→ What to work on: Retype all the records with nothing changed.

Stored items
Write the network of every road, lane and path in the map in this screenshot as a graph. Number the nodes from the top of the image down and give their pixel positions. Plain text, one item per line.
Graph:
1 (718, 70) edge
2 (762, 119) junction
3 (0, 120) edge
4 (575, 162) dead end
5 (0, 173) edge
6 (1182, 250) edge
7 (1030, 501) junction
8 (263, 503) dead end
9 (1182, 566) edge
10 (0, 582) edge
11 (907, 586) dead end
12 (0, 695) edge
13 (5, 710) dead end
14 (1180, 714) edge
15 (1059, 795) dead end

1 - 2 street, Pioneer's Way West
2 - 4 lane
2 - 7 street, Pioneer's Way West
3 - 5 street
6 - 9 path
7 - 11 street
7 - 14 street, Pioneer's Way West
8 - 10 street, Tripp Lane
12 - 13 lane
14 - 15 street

→ Expected answer:
Write the network of every road, lane and path in the map in this screenshot as a graph. Number the nodes from the top of the image down and give their pixel positions. Plain text, one item per line.
Graph:
1 (718, 70) edge
2 (762, 119) junction
3 (0, 120) edge
4 (575, 162) dead end
5 (0, 173) edge
6 (1182, 250) edge
7 (1030, 501) junction
8 (263, 503) dead end
9 (1182, 566) edge
10 (0, 582) edge
11 (907, 586) dead end
12 (0, 695) edge
13 (5, 710) dead end
14 (1180, 714) edge
15 (1059, 795) dead end

1 - 2 street, Pioneer's Way West
2 - 4 lane
2 - 7 street, Pioneer's Way West
3 - 5 street
6 - 9 path
7 - 11 street
7 - 14 street, Pioneer's Way West
8 - 10 street, Tripp Lane
12 - 13 lane
14 - 15 street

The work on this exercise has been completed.